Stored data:
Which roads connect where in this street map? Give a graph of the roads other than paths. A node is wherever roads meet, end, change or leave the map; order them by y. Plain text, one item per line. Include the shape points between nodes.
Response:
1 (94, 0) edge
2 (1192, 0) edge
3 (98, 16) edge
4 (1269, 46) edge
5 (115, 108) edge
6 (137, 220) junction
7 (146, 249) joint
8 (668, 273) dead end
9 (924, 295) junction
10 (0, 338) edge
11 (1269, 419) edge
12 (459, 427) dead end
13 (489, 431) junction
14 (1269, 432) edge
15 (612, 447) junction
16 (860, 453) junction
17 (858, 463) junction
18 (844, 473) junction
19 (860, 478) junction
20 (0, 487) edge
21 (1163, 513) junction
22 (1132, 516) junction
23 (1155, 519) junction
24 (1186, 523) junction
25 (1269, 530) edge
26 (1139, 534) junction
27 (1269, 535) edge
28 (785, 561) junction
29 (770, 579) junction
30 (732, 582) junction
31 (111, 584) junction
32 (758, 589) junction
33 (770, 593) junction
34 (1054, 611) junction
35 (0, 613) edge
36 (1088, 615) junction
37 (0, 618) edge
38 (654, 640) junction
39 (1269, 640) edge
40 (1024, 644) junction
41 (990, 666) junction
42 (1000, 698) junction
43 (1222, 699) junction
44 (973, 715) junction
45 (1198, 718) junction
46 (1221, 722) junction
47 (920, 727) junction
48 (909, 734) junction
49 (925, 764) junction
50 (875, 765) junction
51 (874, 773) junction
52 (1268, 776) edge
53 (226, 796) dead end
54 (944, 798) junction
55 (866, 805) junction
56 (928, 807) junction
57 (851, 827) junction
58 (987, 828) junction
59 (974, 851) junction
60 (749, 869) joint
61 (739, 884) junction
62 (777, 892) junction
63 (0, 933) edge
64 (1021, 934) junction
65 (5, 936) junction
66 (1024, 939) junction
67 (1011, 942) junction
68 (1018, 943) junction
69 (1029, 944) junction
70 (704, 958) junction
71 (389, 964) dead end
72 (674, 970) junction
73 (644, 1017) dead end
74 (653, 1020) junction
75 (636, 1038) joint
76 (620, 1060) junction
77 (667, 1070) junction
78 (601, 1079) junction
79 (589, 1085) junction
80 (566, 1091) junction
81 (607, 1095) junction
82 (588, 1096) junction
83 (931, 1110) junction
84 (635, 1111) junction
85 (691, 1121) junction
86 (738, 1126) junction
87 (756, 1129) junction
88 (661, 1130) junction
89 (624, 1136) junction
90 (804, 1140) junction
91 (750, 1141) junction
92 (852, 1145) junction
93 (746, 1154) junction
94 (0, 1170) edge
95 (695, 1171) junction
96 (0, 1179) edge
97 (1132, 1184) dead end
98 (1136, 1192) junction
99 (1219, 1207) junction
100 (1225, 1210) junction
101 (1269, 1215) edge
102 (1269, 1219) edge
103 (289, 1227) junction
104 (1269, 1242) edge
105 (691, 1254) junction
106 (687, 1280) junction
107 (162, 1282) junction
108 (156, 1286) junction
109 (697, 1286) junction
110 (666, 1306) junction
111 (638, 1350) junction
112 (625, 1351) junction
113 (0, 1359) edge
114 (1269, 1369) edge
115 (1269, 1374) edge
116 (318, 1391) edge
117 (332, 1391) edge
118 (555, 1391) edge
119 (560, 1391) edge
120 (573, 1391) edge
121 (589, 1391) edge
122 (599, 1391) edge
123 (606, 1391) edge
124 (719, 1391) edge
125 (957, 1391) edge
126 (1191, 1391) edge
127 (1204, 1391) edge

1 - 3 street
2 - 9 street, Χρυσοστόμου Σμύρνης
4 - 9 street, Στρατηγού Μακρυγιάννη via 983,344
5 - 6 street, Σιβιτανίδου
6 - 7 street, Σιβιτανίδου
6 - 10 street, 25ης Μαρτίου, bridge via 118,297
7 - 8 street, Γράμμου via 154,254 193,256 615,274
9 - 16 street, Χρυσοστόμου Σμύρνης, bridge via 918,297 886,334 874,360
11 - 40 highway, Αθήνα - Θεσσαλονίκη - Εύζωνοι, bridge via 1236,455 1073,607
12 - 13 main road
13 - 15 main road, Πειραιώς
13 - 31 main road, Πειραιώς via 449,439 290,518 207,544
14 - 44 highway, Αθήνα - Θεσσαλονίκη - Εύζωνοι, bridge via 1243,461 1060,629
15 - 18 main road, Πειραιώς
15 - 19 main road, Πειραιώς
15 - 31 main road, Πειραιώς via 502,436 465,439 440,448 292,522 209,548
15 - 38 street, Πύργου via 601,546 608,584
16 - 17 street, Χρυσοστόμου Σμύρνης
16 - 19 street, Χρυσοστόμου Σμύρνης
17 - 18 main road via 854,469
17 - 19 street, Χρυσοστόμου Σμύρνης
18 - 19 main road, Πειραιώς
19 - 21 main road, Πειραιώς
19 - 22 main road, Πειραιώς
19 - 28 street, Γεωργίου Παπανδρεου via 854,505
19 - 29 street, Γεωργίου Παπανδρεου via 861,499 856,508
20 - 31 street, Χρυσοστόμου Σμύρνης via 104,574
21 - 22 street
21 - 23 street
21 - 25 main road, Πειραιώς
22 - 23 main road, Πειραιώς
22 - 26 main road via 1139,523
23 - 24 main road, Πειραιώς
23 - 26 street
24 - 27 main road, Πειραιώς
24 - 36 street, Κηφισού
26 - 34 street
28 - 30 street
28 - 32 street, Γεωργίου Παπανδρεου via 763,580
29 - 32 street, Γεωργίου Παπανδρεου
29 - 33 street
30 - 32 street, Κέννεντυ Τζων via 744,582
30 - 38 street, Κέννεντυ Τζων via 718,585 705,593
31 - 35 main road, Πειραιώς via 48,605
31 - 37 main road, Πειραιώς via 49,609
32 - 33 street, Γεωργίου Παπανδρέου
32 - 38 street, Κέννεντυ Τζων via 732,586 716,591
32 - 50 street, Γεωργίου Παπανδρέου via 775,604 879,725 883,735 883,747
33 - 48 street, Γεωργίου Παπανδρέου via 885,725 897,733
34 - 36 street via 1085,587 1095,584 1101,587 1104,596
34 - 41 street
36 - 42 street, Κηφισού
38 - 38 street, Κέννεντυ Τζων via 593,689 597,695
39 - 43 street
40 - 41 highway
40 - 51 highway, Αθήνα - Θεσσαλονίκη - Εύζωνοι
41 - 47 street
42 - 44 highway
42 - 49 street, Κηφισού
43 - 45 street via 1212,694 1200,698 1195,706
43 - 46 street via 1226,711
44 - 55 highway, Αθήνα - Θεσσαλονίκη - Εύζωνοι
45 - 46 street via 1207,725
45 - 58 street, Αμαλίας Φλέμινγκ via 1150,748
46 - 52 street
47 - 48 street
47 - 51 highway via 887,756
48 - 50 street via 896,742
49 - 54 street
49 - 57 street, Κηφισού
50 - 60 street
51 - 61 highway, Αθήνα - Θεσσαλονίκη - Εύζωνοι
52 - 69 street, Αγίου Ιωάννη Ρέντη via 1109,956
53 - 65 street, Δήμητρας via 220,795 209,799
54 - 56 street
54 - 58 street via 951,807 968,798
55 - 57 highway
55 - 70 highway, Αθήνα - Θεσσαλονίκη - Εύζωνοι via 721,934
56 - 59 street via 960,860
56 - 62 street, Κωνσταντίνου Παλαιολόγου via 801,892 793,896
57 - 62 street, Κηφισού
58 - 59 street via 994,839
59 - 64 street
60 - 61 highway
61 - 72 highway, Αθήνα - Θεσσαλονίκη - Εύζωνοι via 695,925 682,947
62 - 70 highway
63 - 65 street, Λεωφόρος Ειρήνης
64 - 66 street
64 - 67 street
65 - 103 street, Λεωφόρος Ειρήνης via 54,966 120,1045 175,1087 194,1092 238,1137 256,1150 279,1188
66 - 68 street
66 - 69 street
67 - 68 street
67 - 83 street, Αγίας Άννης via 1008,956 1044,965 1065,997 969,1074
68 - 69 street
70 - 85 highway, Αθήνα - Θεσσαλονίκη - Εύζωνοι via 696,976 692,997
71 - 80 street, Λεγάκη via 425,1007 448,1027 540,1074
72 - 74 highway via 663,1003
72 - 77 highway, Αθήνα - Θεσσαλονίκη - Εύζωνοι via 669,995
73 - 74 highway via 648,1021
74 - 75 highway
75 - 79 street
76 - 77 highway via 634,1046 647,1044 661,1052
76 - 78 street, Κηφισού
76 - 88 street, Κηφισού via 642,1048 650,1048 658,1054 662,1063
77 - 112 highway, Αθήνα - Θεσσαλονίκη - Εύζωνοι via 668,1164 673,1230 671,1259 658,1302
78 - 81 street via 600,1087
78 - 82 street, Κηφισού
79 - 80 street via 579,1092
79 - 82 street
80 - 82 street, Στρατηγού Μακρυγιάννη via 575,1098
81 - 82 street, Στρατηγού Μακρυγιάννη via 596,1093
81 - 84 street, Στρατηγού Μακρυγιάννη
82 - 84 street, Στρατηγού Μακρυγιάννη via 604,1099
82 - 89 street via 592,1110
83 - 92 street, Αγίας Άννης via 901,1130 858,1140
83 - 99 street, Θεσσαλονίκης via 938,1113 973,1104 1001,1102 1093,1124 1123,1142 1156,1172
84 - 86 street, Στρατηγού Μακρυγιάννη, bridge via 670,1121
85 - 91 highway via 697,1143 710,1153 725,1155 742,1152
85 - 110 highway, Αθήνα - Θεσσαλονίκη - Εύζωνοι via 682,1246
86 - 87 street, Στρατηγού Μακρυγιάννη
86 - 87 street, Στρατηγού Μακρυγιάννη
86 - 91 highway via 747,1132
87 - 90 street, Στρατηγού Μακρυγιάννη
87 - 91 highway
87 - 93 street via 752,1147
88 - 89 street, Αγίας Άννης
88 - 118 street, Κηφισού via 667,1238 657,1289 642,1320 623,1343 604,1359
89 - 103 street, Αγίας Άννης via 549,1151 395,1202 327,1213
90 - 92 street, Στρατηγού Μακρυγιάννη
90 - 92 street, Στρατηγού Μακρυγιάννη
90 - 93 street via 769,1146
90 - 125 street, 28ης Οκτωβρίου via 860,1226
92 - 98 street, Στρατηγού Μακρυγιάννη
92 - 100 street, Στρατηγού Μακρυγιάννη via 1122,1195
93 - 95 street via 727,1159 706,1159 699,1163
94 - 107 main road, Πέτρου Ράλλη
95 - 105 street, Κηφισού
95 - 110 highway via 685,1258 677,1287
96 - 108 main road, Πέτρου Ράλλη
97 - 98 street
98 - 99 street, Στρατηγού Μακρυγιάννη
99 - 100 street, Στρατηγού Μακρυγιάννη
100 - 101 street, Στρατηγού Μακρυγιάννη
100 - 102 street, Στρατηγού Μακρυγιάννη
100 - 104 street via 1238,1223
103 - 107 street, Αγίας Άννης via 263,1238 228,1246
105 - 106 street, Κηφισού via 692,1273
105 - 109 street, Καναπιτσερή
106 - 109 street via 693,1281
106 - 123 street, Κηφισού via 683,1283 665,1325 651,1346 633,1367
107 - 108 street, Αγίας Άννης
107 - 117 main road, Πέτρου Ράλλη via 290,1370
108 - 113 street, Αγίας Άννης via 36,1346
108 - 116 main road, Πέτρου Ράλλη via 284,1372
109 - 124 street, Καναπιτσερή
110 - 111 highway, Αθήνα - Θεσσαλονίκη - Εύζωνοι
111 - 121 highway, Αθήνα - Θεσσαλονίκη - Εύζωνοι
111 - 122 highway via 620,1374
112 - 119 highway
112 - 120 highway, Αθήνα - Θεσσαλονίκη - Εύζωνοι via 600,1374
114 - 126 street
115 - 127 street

[WHAT TO WORK ON] The records are given above. Copy each line in them that holds "Κηφισού".

[PROBLEM SOLUTION]
24 - 36 street, Κηφισού
36 - 42 street, Κηφισού
42 - 49 street, Κηφισού
49 - 57 street, Κηφισού
57 - 62 street, Κηφισού
76 - 78 street, Κηφισού
76 - 88 street, Κηφισού via 642,1048 650,1048 658,1054 662,1063
78 - 82 street, Κηφισού
88 - 118 street, Κηφισού via 667,1238 657,1289 642,1320 623,1343 604,1359
95 - 105 street, Κηφισού
105 - 106 street, Κηφισού via 692,1273
106 - 123 street, Κηφισού via 683,1283 665,1325 651,1346 633,1367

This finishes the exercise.